5

In my contrived example, I have a rectangular grid of nodes, where each node is either empty, of Type 1 or of Type 2. All nodes are directed to the eight nodes around them (horizontal, vertical, diagonal). For each of the nodes of Type 1, I want to find the distance to the closest node of Type 2. For all points, their (x,y) positions on the grid are known.
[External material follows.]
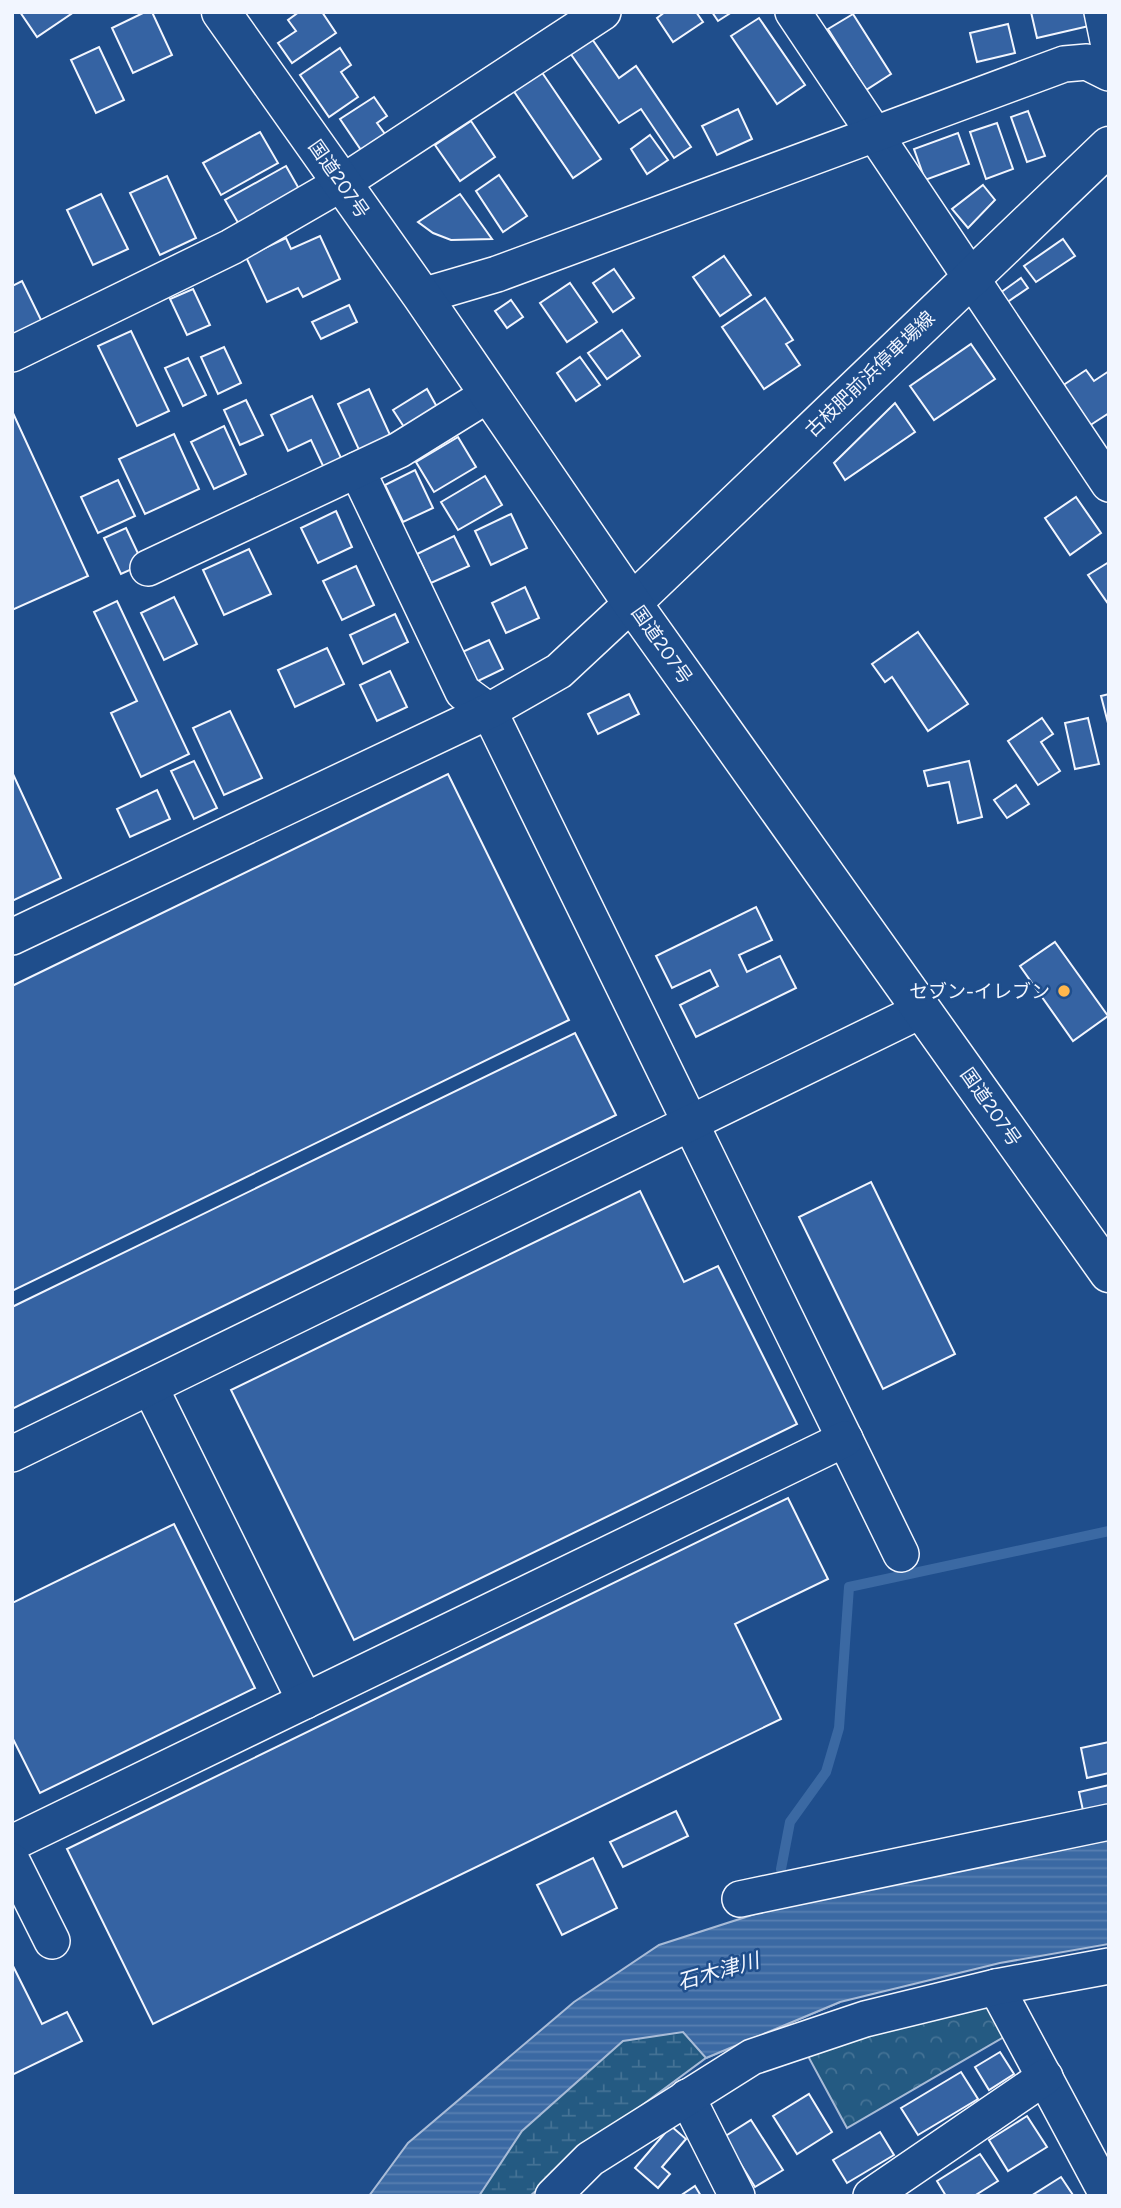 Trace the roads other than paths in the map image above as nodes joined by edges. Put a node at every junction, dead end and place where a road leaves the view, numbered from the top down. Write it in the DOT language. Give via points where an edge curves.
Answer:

The naïve approach I can think of is something like this (in pseudocode):

for p1 ∈ Type1Points
    min = ∞
    for p2 ∈ Type2Points
        possibility = max(abs(p1.x-p2.x), abs(p1.y-p2.y))
        if possibility < min
            min = possibility
    output min

This seems to run in O(|Type1Points|*|Type2Points|) (where |a| denotes the size of the set of points) However, I am wondering if there are even faster approaches to solve this problem.

  • 2
    How large is the grid? Certain approaches with bad Big-O might be acceptable with small enough inputs. – user22815 Mar 13 '17 at 18:08
  • 1
    You may get better performance if you sort Type2Points by either x or y and limit the inner loop to points within min. BTW to compute the correct distance in two-dimensional space you should be using the Pythagorean theorem. – John Wu Mar 13 '17 at 18:12
  • @Snowman The grid is at most 2000*2000. There are at most 10.000 points of Type 1, and at least 1 point of Type 2. (But on the other hand, the whole grid could be filled with them). – Qqwy Mar 13 '17 at 18:36
  • @JohnWu Yes, for many problems using the Euclidean Distance might be more appropriate, but in this case the problem works with the cardinal+ordinal directions. – Qqwy Mar 13 '17 at 18:39
  • Additional thought: if your approach would be to find the type 1 points first and then look around each for the nearest type 2, you could easily apply multi-threading. Set up a thread pool where each thread picks the next T1 from the list until you are done. – Martin Maat Mar 14 '17 at 7:02
5

An efficient algorithm is likely to be one making use of R-trees. The algorithm would be something like

type1RTree = new RTree()
for p1 in Type1Points
    type1RTree.insert(p1)
min = inf
for p2 in Type2Points
    nearest_p1 = type1RTree.nearest-neighbor(p2)
    possibility = distance(p2, nearest_p1)
    if possibility < min
        min = possibility
output min

Most every language should have a decent R-tree implementation somewhere; you can also see the linked wiki article for implementation sketches of insert and nearest-neighbor.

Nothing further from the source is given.